Everywhere, the political class tends to act like a closed corporation whose members put the interests of the group to which they belong before those of the rest of society. To prevent it from becoming completely independent, in different democratic countries rules have been introduced that in theory should serve to reduce the distance between ordinary mortals and the political elites, but in many places, they have managed to stay away from popular pressure because, they insist, there are problems which are so complicated that it would be absurd to suppose that the ordinary citizenry is capable of understanding them. A good example of this phenomenon has been provided by the European Union where the notorious “democratic deficit” contributed to the departure of the British.

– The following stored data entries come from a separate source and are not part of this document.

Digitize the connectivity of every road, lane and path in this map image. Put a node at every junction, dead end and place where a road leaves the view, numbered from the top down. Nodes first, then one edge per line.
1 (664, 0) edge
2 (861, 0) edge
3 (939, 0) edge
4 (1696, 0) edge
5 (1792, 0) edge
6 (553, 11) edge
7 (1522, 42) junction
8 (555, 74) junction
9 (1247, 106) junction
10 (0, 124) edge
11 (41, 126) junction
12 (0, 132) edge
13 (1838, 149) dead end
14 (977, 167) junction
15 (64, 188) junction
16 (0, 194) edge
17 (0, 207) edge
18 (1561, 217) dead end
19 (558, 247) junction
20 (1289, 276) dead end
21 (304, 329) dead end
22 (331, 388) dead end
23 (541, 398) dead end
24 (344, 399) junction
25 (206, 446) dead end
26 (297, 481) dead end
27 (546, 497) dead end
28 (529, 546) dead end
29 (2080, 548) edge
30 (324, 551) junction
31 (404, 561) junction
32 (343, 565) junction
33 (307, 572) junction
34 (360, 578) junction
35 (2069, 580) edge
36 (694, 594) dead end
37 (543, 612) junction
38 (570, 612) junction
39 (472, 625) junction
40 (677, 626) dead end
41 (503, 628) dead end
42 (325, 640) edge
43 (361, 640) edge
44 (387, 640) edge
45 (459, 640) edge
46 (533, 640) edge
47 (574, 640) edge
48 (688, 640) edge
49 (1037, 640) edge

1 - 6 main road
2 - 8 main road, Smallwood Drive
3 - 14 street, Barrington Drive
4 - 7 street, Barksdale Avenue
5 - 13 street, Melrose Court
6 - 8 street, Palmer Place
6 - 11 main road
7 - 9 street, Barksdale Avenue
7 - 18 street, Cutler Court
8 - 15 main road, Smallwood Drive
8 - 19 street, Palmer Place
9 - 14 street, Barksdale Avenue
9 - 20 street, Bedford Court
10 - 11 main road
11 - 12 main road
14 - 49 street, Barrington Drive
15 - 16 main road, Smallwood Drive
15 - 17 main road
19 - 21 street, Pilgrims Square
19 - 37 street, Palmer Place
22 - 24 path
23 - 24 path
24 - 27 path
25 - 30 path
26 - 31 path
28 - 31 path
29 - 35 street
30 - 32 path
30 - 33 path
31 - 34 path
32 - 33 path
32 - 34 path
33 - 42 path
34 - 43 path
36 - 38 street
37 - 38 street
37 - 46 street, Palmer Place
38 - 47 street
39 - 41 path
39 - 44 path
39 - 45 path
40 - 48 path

Argentine politicians have more reasons than their European or North American counterparts for wanting not only to preserve but also to make even more valuable the privileges that they have been able to accumulate over the years, because in what they call “el llano” there are fewer opportunities to ambitious characters who are determined to stand out. Today, what remains of the private sector is so weak that it would be difficult for those reluctant to become experts in regulated markets to secure a decent income and the social prestige they think they deserve. The same can be said of many other activities, which has contributed to making politics an option for individuals who aspire to make their way without being attracted to any particular vocation. Needless to say, such characters feel satisfied with an order that has allowed them to enjoy income and privileges, such as charters, which protect them against the ungrateful vicissitudes that are making life so hard for most of their compatriots.